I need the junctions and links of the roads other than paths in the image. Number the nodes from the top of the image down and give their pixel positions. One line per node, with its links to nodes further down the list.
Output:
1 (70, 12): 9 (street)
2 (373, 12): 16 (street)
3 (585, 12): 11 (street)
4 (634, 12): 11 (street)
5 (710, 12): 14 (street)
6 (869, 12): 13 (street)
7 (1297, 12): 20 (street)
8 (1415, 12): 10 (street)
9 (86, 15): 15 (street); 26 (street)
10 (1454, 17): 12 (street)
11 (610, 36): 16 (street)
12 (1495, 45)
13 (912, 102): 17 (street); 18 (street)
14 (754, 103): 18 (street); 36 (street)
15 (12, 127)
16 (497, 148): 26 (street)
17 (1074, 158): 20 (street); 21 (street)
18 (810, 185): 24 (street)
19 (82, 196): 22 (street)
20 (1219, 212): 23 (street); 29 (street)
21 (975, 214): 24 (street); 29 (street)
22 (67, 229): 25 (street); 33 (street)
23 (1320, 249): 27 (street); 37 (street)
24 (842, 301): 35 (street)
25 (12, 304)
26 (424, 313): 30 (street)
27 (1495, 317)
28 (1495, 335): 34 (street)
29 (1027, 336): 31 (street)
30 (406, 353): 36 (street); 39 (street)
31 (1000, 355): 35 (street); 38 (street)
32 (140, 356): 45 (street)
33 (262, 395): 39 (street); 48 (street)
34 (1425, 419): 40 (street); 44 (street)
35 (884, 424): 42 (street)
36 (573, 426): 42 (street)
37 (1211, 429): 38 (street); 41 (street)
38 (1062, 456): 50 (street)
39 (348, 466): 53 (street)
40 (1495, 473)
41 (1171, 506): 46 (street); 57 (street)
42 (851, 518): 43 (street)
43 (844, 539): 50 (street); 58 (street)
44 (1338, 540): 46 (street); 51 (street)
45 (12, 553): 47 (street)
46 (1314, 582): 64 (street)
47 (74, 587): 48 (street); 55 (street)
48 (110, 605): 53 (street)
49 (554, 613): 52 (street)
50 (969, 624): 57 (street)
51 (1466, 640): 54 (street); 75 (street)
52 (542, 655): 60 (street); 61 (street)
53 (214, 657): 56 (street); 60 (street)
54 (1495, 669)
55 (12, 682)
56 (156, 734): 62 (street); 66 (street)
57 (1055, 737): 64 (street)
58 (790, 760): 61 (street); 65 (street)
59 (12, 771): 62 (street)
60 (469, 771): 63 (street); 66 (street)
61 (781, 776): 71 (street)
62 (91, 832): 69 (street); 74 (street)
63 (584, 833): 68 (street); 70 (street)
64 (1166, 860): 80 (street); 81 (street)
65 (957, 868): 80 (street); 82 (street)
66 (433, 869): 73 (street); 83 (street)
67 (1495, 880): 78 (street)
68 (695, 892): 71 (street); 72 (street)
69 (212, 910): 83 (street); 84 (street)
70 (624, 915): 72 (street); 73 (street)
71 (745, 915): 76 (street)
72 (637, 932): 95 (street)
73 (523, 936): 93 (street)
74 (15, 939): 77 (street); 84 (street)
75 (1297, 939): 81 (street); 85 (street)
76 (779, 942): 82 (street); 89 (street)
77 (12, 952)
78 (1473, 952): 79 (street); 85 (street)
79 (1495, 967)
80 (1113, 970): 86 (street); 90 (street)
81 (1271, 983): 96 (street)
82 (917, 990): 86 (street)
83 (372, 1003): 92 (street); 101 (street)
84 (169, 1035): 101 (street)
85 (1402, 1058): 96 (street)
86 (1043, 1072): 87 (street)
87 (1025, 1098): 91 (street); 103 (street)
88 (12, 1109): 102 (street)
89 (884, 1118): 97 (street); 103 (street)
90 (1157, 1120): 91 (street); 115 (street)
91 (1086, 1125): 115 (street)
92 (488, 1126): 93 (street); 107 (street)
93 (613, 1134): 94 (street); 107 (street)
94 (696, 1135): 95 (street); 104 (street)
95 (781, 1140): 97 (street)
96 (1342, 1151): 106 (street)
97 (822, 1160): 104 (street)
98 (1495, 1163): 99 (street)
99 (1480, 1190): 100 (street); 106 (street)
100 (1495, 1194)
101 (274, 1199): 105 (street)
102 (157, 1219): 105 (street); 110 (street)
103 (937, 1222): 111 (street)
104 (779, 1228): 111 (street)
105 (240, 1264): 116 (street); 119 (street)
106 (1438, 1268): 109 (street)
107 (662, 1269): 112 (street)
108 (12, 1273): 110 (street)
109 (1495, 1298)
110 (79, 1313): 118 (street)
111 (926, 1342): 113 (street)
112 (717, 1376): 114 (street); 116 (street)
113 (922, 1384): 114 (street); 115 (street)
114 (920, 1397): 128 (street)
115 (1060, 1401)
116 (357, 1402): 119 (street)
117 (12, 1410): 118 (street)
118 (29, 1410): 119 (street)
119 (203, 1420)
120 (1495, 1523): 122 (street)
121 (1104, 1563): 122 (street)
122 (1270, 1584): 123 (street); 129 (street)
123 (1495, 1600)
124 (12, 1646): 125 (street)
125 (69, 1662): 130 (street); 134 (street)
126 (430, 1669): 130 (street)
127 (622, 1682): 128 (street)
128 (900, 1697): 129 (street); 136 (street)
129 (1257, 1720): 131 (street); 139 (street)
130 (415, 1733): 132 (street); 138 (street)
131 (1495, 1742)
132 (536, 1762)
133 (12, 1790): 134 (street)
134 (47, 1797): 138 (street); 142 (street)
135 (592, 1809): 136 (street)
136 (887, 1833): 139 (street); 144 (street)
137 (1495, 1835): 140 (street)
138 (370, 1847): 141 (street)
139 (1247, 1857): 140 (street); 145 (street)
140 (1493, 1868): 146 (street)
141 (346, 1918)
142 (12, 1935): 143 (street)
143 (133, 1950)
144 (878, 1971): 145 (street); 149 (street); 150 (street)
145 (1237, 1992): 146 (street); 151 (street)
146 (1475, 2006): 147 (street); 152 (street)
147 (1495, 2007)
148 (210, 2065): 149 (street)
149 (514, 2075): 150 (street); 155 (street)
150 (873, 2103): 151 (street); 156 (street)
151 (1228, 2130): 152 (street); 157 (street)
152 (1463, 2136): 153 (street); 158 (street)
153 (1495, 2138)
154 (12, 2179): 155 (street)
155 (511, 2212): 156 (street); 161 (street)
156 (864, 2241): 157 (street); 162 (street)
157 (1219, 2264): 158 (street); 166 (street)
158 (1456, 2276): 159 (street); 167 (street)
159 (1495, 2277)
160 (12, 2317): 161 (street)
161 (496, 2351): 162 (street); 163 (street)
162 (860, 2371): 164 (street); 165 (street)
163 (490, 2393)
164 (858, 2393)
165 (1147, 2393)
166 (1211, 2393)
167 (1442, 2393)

+++++

PROMPT ->
This calls for an exact transcription of every entry above.

ANSWER FOR THIS EXERCISE ->
I need the junctions and links of the roads other than paths in the image. Number the nodes from the top of the image down and give their pixel positions. One line per node, with its links to nodes further down the list.
Output:
1 (70, 12): 9 (street)
2 (373, 12): 16 (street)
3 (585, 12): 11 (street)
4 (634, 12): 11 (street)
5 (710, 12): 14 (street)
6 (869, 12): 13 (street)
7 (1297, 12): 20 (street)
8 (1415, 12): 10 (street)
9 (86, 15): 15 (street); 26 (street)
10 (1454, 17): 12 (street)
11 (610, 36): 16 (street)
12 (1495, 45)
13 (912, 102): 17 (street); 18 (street)
14 (754, 103): 18 (street); 36 (street)
15 (12, 127)
16 (497, 148): 26 (street)
17 (1074, 158): 20 (street); 21 (street)
18 (810, 185): 24 (street)
19 (82, 196): 22 (street)
20 (1219, 212): 23 (street); 29 (street)
21 (975, 214): 24 (street); 29 (street)
22 (67, 229): 25 (street); 33 (street)
23 (1320, 249): 27 (street); 37 (street)
24 (842, 301): 35 (street)
25 (12, 304)
26 (424, 313): 30 (street)
27 (1495, 317)
28 (1495, 335): 34 (street)
29 (1027, 336): 31 (street)
30 (406, 353): 36 (street); 39 (street)
31 (1000, 355): 35 (street); 38 (street)
32 (140, 356): 45 (street)
33 (262, 395): 39 (street); 48 (street)
34 (1425, 419): 40 (street); 44 (street)
35 (884, 424): 42 (street)
36 (573, 426): 42 (street)
37 (1211, 429): 38 (street); 41 (street)
38 (1062, 456): 50 (street)
39 (348, 466): 53 (street)
40 (1495, 473)
41 (1171, 506): 46 (street); 57 (street)
42 (851, 518): 43 (street)
43 (844, 539): 50 (street); 58 (street)
44 (1338, 540): 46 (street); 51 (street)
45 (12, 553): 47 (street)
46 (1314, 582): 64 (street)
47 (74, 587): 48 (street); 55 (street)
48 (110, 605): 53 (street)
49 (554, 613): 52 (street)
50 (969, 624): 57 (street)
51 (1466, 640): 54 (street); 75 (street)
52 (542, 655): 60 (street); 61 (street)
53 (214, 657): 56 (street); 60 (street)
54 (1495, 669)
55 (12, 682)
56 (156, 734): 62 (street); 66 (street)
57 (1055, 737): 64 (street)
58 (790, 760): 61 (street); 65 (street)
59 (12, 771): 62 (street)
60 (469, 771): 63 (street); 66 (street)
61 (781, 776): 71 (street)
62 (91, 832): 69 (street); 74 (street)
63 (584, 833): 68 (street); 70 (street)
64 (1166, 860): 80 (street); 81 (street)
65 (957, 868): 80 (street); 82 (street)
66 (433, 869): 73 (street); 83 (street)
67 (1495, 880): 78 (street)
68 (695, 892): 71 (street); 72 (street)
69 (212, 910): 83 (street); 84 (street)
70 (624, 915): 72 (street); 73 (street)
71 (745, 915): 76 (street)
72 (637, 932): 95 (street)
73 (523, 936): 93 (street)
74 (15, 939): 77 (street); 84 (street)
75 (1297, 939): 81 (street); 85 (street)
76 (779, 942): 82 (street); 89 (street)
77 (12, 952)
78 (1473, 952): 79 (street); 85 (street)
79 (1495, 967)
80 (1113, 970): 86 (street); 90 (street)
81 (1271, 983): 96 (street)
82 (917, 990): 86 (street)
83 (372, 1003): 92 (street); 101 (street)
84 (169, 1035): 101 (street)
85 (1402, 1058): 96 (street)
86 (1043, 1072): 87 (street)
87 (1025, 1098): 91 (street); 103 (street)
88 (12, 1109): 102 (street)
89 (884, 1118): 97 (street); 103 (street)
90 (1157, 1120): 91 (street); 115 (street)
91 (1086, 1125): 115 (street)
92 (488, 1126): 93 (street); 107 (street)
93 (613, 1134): 94 (street); 107 (street)
94 (696, 1135): 95 (street); 104 (street)
95 (781, 1140): 97 (street)
96 (1342, 1151): 106 (street)
97 (822, 1160): 104 (street)
98 (1495, 1163): 99 (street)
99 (1480, 1190): 100 (street); 106 (street)
100 (1495, 1194)
101 (274, 1199): 105 (street)
102 (157, 1219): 105 (street); 110 (street)
103 (937, 1222): 111 (street)
104 (779, 1228): 111 (street)
105 (240, 1264): 116 (street); 119 (street)
106 (1438, 1268): 109 (street)
107 (662, 1269): 112 (street)
108 (12, 1273): 110 (street)
109 (1495, 1298)
110 (79, 1313): 118 (street)
111 (926, 1342): 113 (street)
112 (717, 1376): 114 (street); 116 (street)
113 (922, 1384): 114 (street); 115 (street)
114 (920, 1397): 128 (street)
115 (1060, 1401)
116 (357, 1402): 119 (street)
117 (12, 1410): 118 (street)
118 (29, 1410): 119 (street)
119 (203, 1420)
120 (1495, 1523): 122 (street)
121 (1104, 1563): 122 (street)
122 (1270, 1584): 123 (street); 129 (street)
123 (1495, 1600)
124 (12, 1646): 125 (street)
125 (69, 1662): 130 (street); 134 (street)
126 (430, 1669): 130 (street)
127 (622, 1682): 128 (street)
128 (900, 1697): 129 (street); 136 (street)
129 (1257, 1720): 131 (street); 139 (street)
130 (415, 1733): 132 (street); 138 (street)
131 (1495, 1742)
132 (536, 1762)
133 (12, 1790): 134 (street)
134 (47, 1797): 138 (street); 142 (street)
135 (592, 1809): 136 (street)
136 (887, 1833): 139 (street); 144 (street)
137 (1495, 1835): 140 (street)
138 (370, 1847): 141 (street)
139 (1247, 1857): 140 (street); 145 (street)
140 (1493, 1868): 146 (street)
141 (346, 1918)
142 (12, 1935): 143 (street)
143 (133, 1950)
144 (878, 1971): 145 (street); 149 (street); 150 (street)
145 (1237, 1992): 146 (street); 151 (street)
146 (1475, 2006): 147 (street); 152 (street)
147 (1495, 2007)
148 (210, 2065): 149 (street)
149 (514, 2075): 150 (street); 155 (street)
150 (873, 2103): 151 (street); 156 (street)
151 (1228, 2130): 152 (street); 157 (street)
152 (1463, 2136): 153 (street); 158 (street)
153 (1495, 2138)
154 (12, 2179): 155 (street)
155 (511, 2212): 156 (street); 161 (street)
156 (864, 2241): 157 (street); 162 (street)
157 (1219, 2264): 158 (street); 166 (street)
158 (1456, 2276): 159 (street); 167 (street)
159 (1495, 2277)
160 (12, 2317): 161 (street)
161 (496, 2351): 162 (street); 163 (street)
162 (860, 2371): 164 (street); 165 (street)
163 (490, 2393)
164 (858, 2393)
165 (1147, 2393)
166 (1211, 2393)
167 (1442, 2393)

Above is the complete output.